A new survey on opinion in Iraq (broadly positive and so largely ignored by the UK media) shows people feel safer and more optimistic about their future.

Eighty-five per cent describe security as good or quite good, up 23 per cent. Fifty-nine per cent say they feel safe in their neighbourhoods, up 22 per cent. They also report improved access to fuel and power. So good news at a time democracy continues to take root.

Views on the invasion remain divided, with a slight rise in opposition, and there is similar division on views of American and British troops, both their effectiveness and the desirability of them being there at all.

But what I found most interesting in the survey done for TV stations BBC, ABC and NHK, was that Iran is up there with the US as a source of concern and discontent.

Iran will be in the UK news today when Gordon Brown makes a speech in London offering the Iranians help with their civil nuclear programme. It is not the first time this has been mooted, but the change in tone and emphasis suggests to me there may be movement of some kind. It is quite a big step.

I blogged yesterday on the climate change film, The Age of Stupid, and talked about how sometimes there is more than one inconvenient truth that governments have to deal with. Gordon’s speech, and his approach to Iran, shows that once more.

He knows that whatever Britain does on climate change, it is a global problem and we have to do our bit to try to bring about a global solution. If China carries on building coal-fired power stations at the rate of one a week, then a bit of recycling instead of binning, and cycling instead of driving, is not going to save the world. We need both. So leaders like GB have to work at getting both done.

He seems to be framing his offer of  help to Iran as part of the climate change challenge. But you do not have to be a Washington neocon to fear the Iranians’ military nuclear ambitions, so he is right to want to surround any support for civil nuclear power with stringent tests and conditions with regard to the enrichment of uranium.
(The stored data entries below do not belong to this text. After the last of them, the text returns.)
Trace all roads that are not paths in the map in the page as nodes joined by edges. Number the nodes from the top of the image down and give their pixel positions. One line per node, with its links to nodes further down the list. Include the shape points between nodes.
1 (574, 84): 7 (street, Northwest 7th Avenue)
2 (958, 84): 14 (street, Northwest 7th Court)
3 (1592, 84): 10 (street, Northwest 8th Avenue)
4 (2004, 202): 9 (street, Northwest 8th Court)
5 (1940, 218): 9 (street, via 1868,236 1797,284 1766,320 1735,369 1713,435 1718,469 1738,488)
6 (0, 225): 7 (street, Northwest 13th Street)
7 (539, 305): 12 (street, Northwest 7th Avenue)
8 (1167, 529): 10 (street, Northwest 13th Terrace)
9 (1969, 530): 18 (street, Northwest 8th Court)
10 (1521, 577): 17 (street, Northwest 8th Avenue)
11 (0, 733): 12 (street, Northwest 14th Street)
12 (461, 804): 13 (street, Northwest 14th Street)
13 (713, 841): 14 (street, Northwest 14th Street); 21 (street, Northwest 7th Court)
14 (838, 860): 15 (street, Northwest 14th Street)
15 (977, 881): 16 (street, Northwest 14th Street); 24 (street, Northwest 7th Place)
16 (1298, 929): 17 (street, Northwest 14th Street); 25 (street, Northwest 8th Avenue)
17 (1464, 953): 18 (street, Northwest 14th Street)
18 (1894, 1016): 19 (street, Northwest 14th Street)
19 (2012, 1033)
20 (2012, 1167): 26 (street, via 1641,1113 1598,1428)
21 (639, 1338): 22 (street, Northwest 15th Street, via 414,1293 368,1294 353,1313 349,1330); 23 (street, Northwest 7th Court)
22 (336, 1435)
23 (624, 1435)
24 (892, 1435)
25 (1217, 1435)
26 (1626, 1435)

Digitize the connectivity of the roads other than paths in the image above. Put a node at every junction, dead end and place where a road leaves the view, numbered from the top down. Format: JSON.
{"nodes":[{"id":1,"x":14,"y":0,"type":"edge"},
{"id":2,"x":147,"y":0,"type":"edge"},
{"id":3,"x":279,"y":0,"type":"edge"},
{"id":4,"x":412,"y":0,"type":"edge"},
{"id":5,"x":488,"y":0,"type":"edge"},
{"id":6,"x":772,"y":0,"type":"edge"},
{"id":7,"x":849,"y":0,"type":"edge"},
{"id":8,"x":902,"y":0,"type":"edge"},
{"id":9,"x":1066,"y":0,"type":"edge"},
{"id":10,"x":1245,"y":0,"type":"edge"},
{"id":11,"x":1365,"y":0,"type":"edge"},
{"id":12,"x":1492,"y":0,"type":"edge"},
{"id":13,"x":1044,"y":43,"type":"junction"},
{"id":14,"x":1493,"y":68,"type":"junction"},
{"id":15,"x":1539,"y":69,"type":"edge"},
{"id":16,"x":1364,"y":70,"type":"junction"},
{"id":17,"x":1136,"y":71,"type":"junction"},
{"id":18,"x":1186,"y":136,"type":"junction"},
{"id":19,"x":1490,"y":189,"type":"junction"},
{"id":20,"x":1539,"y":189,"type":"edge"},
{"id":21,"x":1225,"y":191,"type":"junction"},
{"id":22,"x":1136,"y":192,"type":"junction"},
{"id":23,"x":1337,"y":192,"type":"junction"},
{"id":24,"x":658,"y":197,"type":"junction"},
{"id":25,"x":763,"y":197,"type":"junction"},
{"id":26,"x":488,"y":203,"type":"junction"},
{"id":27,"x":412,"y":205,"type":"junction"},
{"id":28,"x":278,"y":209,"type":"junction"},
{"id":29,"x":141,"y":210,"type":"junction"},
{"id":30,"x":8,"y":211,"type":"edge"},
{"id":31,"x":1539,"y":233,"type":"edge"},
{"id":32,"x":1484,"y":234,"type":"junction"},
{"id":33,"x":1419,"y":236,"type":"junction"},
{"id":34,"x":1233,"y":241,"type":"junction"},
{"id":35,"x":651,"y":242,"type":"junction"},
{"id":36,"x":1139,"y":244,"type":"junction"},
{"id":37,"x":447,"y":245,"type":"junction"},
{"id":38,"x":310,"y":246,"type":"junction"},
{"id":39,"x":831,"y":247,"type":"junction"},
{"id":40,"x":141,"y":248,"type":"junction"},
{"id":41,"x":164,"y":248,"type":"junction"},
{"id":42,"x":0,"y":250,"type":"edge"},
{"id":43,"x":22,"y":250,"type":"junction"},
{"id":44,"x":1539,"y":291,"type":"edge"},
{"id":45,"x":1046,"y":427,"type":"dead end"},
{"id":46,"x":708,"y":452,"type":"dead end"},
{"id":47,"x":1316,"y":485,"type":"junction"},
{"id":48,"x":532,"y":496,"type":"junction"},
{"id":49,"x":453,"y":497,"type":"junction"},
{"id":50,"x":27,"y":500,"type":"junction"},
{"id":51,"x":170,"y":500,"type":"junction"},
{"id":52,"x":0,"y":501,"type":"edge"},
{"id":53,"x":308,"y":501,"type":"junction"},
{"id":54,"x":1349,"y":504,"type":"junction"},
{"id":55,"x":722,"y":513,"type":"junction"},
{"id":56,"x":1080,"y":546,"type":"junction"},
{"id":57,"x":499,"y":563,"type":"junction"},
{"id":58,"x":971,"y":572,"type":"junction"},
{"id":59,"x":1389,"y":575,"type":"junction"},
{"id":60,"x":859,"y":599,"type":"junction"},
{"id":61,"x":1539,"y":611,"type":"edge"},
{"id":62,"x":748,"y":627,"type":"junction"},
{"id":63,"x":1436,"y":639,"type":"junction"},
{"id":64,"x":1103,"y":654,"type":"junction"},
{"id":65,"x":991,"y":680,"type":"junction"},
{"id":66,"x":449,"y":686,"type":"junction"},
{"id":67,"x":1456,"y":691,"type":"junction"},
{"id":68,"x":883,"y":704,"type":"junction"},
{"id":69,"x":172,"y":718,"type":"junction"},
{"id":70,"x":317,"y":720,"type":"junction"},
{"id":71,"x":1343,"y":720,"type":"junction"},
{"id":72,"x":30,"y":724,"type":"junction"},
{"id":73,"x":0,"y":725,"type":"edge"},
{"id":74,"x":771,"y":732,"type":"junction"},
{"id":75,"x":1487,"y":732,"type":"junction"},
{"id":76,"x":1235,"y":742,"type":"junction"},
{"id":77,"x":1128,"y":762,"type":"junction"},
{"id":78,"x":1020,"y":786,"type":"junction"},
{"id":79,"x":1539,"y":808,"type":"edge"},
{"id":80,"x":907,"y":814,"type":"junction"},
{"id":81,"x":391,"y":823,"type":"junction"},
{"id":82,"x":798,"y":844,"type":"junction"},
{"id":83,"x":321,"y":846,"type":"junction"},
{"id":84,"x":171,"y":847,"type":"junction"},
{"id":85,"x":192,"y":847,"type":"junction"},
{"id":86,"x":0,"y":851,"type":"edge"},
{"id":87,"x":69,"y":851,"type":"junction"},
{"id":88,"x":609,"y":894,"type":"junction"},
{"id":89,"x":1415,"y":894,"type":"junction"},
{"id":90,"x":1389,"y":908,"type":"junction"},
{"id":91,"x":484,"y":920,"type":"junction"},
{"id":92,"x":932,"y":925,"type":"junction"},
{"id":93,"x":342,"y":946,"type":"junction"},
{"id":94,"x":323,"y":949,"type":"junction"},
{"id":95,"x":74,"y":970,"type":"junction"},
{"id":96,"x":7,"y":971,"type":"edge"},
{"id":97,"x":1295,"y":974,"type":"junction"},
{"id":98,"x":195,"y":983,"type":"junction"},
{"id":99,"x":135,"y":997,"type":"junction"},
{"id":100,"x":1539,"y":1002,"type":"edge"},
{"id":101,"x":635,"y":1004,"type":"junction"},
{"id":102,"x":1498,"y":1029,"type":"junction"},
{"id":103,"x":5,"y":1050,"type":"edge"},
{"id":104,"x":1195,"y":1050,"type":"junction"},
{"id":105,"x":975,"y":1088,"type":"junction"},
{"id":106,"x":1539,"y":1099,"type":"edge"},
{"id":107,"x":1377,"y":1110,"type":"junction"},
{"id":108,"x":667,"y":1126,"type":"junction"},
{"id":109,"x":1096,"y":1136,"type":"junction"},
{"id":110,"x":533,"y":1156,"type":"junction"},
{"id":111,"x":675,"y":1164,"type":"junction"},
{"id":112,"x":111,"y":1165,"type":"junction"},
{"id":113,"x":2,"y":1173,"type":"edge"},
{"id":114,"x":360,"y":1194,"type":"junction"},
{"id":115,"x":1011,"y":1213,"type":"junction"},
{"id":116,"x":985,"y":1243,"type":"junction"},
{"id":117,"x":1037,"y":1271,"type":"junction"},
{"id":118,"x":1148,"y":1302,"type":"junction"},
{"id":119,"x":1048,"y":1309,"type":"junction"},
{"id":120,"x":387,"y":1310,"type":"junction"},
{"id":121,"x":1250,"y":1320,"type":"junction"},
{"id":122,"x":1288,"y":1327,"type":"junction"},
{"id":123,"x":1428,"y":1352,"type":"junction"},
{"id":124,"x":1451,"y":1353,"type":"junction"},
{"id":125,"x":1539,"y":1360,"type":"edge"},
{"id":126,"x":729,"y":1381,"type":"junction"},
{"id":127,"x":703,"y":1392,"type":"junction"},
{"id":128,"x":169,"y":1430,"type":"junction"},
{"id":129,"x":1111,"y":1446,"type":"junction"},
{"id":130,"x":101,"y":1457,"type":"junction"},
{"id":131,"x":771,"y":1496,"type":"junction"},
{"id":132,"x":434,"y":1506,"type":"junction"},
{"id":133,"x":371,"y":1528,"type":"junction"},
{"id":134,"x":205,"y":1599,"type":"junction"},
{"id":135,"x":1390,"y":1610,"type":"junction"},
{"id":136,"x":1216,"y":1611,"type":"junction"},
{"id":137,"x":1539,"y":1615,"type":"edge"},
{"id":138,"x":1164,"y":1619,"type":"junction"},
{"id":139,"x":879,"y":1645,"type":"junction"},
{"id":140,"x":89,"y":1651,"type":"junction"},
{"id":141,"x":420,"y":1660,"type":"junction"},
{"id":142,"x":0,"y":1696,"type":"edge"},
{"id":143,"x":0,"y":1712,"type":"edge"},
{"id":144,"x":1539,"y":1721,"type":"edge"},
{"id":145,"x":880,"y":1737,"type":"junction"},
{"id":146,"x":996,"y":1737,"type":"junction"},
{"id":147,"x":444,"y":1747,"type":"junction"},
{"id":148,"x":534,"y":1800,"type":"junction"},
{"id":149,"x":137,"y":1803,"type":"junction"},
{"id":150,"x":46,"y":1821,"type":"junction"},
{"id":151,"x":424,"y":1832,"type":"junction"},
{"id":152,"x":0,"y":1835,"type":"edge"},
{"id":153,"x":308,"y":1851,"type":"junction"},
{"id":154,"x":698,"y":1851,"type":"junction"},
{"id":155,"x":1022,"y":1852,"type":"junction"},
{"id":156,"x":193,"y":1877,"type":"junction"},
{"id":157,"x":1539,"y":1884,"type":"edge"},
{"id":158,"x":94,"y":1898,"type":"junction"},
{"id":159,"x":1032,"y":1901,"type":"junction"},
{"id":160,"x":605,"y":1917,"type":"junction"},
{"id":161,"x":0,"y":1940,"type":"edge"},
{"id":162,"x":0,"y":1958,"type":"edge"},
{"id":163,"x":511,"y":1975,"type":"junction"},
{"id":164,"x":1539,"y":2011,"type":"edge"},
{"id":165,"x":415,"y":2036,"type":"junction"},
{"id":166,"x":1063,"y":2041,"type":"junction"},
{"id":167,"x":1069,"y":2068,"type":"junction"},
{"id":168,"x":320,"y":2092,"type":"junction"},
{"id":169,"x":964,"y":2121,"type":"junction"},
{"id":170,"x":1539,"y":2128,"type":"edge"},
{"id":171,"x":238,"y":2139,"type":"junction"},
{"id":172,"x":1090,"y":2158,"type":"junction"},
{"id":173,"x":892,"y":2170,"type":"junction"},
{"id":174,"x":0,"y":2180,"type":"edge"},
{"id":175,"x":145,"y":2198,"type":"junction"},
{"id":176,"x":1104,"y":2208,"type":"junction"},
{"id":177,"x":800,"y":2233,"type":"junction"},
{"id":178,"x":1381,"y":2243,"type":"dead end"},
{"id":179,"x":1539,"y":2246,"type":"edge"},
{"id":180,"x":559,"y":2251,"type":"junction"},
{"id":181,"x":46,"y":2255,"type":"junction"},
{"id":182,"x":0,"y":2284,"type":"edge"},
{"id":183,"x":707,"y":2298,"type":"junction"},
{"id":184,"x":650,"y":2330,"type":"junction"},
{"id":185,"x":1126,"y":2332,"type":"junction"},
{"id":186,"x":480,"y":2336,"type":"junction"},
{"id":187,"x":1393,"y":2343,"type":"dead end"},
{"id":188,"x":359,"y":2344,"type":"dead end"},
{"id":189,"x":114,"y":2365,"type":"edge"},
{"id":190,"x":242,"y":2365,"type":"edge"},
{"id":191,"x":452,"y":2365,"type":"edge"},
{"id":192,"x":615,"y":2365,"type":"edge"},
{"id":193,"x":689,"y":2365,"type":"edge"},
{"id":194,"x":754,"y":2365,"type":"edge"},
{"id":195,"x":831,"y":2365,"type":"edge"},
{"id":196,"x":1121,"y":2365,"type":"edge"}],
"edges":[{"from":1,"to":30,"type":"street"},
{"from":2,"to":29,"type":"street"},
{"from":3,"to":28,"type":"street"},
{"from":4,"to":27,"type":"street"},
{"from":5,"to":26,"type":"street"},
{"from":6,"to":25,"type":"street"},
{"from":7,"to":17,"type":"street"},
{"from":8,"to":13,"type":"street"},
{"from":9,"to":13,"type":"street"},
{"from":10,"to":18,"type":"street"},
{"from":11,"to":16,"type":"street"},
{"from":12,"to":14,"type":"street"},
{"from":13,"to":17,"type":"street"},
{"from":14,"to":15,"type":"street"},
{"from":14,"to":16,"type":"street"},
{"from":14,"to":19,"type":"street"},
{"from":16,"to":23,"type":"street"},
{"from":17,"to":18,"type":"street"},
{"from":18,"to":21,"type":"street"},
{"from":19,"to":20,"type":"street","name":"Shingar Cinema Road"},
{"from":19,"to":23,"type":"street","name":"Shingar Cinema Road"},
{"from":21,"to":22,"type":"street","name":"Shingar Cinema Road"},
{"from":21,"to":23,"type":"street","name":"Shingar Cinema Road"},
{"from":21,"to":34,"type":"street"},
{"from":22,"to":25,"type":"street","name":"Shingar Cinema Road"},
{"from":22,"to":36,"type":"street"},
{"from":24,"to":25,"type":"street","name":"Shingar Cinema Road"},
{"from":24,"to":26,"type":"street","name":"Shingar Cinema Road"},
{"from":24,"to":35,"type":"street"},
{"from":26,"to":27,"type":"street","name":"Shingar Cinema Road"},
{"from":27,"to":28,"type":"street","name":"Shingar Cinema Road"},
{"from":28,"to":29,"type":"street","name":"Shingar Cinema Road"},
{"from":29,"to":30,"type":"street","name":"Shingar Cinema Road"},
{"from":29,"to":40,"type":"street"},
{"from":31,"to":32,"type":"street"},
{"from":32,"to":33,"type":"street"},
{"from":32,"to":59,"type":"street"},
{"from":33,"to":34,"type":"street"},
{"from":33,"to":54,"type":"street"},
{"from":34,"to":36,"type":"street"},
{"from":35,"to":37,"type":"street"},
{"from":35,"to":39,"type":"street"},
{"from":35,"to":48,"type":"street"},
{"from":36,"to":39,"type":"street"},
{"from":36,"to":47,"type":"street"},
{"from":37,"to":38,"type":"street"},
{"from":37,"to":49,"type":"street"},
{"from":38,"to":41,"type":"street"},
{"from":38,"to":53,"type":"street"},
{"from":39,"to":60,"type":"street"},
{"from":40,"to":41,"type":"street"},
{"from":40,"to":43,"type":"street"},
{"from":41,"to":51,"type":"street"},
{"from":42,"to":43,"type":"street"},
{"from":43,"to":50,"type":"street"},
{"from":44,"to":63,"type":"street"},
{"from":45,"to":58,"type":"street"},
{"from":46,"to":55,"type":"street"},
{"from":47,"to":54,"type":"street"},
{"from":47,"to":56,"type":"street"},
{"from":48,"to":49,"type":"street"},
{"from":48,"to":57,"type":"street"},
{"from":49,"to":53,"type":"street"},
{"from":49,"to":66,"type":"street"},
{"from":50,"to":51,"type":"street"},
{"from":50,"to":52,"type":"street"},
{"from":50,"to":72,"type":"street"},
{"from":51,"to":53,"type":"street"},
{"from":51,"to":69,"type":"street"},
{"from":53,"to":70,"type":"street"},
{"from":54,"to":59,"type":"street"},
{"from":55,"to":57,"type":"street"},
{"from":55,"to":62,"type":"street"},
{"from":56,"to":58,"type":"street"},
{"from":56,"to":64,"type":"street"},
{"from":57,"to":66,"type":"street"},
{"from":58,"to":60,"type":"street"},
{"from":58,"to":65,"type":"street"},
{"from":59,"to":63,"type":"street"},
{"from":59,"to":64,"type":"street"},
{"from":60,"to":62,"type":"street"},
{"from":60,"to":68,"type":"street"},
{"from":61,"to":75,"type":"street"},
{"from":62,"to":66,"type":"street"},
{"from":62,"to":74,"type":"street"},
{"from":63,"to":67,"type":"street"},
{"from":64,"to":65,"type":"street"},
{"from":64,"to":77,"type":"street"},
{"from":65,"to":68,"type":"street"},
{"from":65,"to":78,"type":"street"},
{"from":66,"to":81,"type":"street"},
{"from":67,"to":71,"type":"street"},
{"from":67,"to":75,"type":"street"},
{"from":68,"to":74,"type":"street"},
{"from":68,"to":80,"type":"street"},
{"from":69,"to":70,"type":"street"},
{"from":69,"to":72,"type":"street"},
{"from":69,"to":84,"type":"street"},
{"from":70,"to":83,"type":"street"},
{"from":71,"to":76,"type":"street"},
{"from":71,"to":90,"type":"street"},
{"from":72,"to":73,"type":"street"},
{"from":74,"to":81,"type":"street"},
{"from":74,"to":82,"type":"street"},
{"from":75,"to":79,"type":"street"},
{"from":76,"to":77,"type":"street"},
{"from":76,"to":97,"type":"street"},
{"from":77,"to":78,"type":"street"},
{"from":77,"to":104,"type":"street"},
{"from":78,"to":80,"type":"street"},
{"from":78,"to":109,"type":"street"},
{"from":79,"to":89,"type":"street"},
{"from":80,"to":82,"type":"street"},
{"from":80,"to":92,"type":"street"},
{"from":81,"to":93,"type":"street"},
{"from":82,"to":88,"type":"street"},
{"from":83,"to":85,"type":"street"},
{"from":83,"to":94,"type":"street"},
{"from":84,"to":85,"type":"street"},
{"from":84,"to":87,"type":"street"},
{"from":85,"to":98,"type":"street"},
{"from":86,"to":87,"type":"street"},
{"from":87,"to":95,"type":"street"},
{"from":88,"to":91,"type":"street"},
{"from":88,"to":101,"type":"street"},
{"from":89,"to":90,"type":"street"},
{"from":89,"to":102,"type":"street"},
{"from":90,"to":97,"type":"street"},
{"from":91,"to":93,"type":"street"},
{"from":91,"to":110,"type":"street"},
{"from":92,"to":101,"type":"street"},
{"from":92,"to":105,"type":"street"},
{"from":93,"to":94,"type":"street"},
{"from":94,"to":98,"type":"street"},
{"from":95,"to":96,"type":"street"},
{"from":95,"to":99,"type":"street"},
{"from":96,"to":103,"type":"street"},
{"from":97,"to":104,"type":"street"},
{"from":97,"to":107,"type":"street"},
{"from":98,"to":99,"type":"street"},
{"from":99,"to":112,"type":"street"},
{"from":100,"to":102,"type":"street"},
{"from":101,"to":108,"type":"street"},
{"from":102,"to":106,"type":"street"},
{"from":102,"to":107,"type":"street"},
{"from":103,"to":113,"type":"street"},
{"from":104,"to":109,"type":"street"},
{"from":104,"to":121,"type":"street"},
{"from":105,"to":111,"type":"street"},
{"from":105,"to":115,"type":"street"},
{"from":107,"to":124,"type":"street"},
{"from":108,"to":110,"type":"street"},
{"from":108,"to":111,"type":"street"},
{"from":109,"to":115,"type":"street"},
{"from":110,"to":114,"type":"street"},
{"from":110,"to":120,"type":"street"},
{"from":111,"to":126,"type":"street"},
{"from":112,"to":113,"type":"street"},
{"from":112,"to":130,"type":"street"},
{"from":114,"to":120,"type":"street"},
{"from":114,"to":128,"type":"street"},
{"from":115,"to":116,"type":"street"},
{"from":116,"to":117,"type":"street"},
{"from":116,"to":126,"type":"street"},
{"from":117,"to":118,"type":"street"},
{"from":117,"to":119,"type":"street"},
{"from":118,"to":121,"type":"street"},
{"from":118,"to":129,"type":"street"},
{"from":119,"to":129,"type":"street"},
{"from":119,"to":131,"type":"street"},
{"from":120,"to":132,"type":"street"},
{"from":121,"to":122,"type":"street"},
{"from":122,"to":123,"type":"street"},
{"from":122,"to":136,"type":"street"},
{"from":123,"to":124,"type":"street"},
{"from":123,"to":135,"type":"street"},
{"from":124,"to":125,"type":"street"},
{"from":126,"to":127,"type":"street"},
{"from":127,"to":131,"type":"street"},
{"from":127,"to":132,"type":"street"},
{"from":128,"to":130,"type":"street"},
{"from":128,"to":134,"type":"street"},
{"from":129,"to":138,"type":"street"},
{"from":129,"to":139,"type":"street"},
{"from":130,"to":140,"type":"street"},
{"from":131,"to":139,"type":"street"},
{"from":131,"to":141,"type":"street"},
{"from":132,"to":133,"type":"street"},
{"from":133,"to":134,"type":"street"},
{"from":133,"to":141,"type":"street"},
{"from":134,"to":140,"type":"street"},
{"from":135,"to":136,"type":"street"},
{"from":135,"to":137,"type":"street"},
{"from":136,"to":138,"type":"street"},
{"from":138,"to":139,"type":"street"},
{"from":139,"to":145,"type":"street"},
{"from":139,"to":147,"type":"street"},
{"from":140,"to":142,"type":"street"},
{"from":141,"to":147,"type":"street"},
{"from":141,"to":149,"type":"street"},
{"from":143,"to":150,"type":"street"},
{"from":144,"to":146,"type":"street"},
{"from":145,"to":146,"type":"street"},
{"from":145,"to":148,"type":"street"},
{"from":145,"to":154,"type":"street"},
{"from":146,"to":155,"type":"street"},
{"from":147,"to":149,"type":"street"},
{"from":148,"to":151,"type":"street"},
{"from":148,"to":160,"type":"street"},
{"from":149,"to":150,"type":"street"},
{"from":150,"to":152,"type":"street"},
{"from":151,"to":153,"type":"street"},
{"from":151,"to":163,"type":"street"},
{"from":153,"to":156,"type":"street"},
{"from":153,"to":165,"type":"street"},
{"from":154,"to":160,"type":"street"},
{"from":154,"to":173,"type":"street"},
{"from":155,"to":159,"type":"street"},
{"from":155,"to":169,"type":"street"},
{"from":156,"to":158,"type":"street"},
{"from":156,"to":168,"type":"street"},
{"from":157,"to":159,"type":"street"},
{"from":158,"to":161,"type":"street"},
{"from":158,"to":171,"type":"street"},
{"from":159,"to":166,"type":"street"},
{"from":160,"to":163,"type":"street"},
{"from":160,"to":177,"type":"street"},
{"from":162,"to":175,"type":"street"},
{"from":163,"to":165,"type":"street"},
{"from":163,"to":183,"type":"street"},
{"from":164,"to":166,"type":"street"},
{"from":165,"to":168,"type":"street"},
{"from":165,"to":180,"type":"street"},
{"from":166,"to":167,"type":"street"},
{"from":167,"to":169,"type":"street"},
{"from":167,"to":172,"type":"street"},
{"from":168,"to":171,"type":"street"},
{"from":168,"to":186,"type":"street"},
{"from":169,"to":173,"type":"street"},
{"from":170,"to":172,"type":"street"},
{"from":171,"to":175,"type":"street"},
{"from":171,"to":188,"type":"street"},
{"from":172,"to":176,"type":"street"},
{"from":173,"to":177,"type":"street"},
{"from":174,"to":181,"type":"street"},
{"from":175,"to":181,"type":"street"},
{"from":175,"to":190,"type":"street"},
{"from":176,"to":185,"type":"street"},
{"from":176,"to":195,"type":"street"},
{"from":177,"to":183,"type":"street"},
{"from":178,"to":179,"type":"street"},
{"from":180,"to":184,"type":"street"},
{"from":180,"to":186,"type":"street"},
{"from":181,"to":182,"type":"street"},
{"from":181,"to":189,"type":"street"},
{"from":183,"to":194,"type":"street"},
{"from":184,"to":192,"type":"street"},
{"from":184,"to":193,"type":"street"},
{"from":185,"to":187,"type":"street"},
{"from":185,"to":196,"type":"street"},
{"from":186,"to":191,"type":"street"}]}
It is said of most Prime Ministers that there comes a point where they tire of domestic politics and policy and seek to immerse themselves more in foreign policy. But this issue shows as well as any how it is impossible to separate them. Our economic future rests in large part on international co-operation to get ourselves out of the current mess. Elements of our economic, environmental and security futures are all wrapped up in the speech he is making today.

But amid the inconvenient truth, there is also a more convenient one. It is unlikely that he could or would have made the same speech, with the same hope of it having any effect on Iran, until Barack Obama became President of the US. Powershifts work in many ways, on many levels, in many different timeframes. Gordon’s words on Iran are an interesting example of that. Let’s hope it leads somewhere. Don’t be surprised if the immediate reaction of the Iranian government is either to ignore or to reject. Equally don’t be surprised if some time down the track, there is a sudden move by Iran which suggests that just maybe they’re listening more than they let on.  

ps. On more trivial matters … Peggy Mitchell has very kindly posted a thank you on the EastEnders website for my words of advice on her run for election to Walford Borough Council. And David Cameron said something about the BBC yesterday. Got to hand it to him – another day, another policy free zone for the man who can’t make difficult policy decisions.